Clearly others (commenting & upvoting) read it that way as well. Good headline writing avoids murky euphemisms, especially if the originating source of the metaphor – in this case, bombs & debris from the sky – overlaps confusingly with the actual facts.
Boeing Cleans Up Burning Debris And Aircraft Parts from Recent Crash (in a Publicity Sense)
Or, just spitballing here, "fall(ing) out of the sky" perhaps.
I read it that way as well—-words do have secondary and tertiary connotations, and any competent journalist knows how to use composition and careful word choice to more effectively convey a particular narrative.
Here are some other recent NY Times headlines that use the word fallout

Trauma May Have Fallout Over Generations

Cambridge Analytica and Facebook: The Scandal and the Fallout So Far

As Trump Struggles With Helsinki’s Fallout, Congress Faces a New Charge: Complicity

Inside Uber’s $100,000 Payment to a Hacker, and the Fallout

Nissan and Renault Wrestle With the Fallout From Carlos Ghosn’s Arrest

Fallout is widely used to mean "affect-effects" with no secondary or tertiary connotations.

I mean....you really thought there was some kind of nuclear disaster in Helsinki after reading that headline?

All your examples use 'fallout' about abstract occurrences – not situations where an actual plane-and-jet-fuel crashed-and-exploded from the sky, throwing some actual 'fallout' across a debris field.

As far as I can tell, clean-up crews are having no notable problems with the fallout from the crash.
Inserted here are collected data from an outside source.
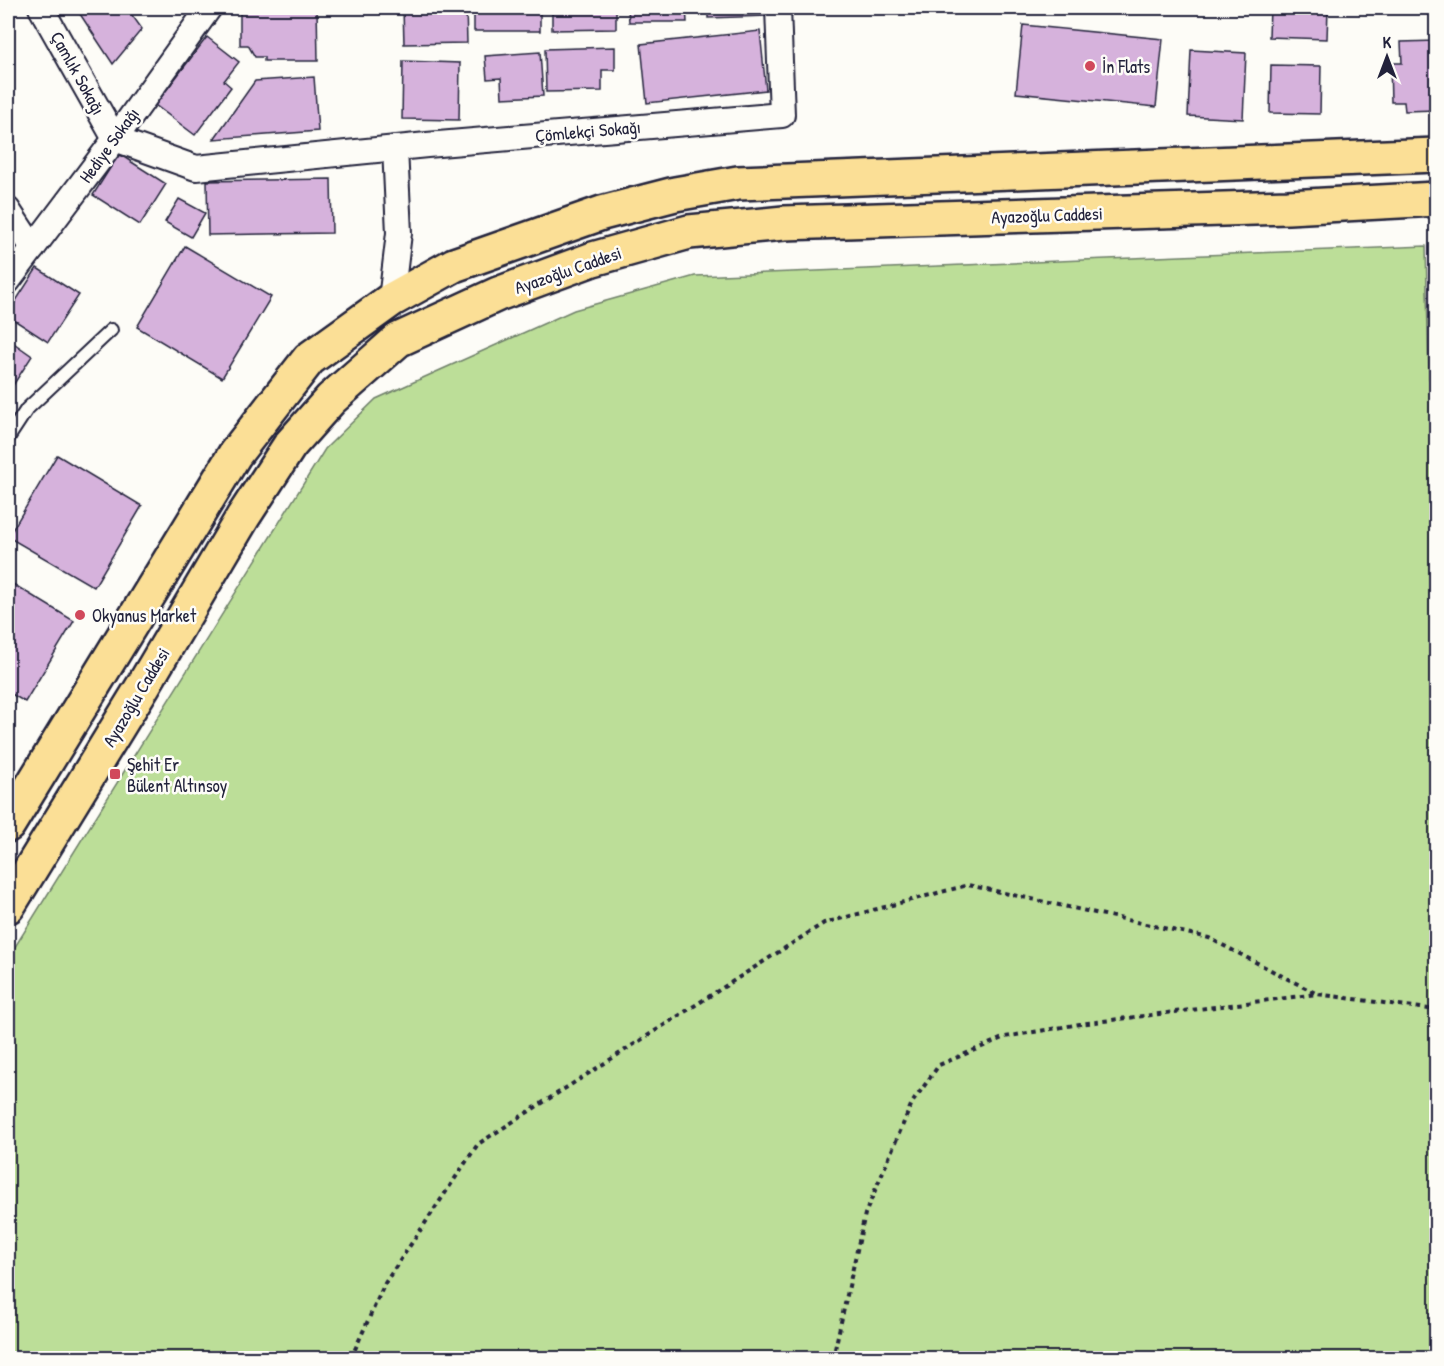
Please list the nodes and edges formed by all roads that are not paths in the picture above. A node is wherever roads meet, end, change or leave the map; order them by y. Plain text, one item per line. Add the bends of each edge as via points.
1 (41, 8) edge
2 (209, 8) edge
3 (778, 8) edge
4 (115, 139) junction
5 (395, 148) junction
6 (1437, 155) edge
7 (1437, 199) edge
8 (8, 210) edge
9 (33, 248) junction
10 (8, 281) edge
11 (391, 300) junction
12 (111, 330) dead end
13 (8, 438) edge
14 (10, 812) edge
15 (8, 906) edge

1 - 4 street, Çamlık Sokağı
2 - 4 street, Hediye Sokağı
3 - 5 street, Çömlekçi Sokağı via 782,115
4 - 5 street, Çömlekçi Sokağı via 196,168
4 - 9 street, Hediye Sokağı
5 - 11 street via 399,233
6 - 11 main road via 738,183 602,213 454,265
7 - 15 main road, Ayazoğlu Caddesi via 784,223 689,232 593,259 498,294 398,340 331,399 290,445
8 - 9 street
9 - 10 street, Hediye Sokağı
11 - 14 main road via 309,359 235,454
12 - 13 lane via 27,409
Boeing is scrambling to contain the damage to its business.

Nobody with a full command of the language uses "fallout" to refer to a debris field. It is most commonly used in the abstract sense, to refer to negative after-effects, or else in the technical sense, for radioactive pollution.
The 'fallout' isn't the field itself, but toxic stuff that falls from the sky after an explosion.

No competent headline writer would use that figurative language around an explosive incident where there might be literal 'fallout'.

(The NYT uses 'fallout' to refer to the literal toxic materials thrown off from a non-nuclear explosion, as in stories like https://www.nytimes.com/2015/08/21/world/asia/cyanide-levels.... And also to refer to toxic off-gassing from other processes, as in the headline at https://www.nytimes.com/2004/02/23/us/home-drug-making-labor...)

> toxic stuff that falls from the sky

I know... "radioactive pollution."

The public would not expect a civilian airliner to be nuke-powered.

I can't believe you stole 30 seconds of my life on this "topic."
As a common consumer of news on sites like HN, headline practices are very interesting to me.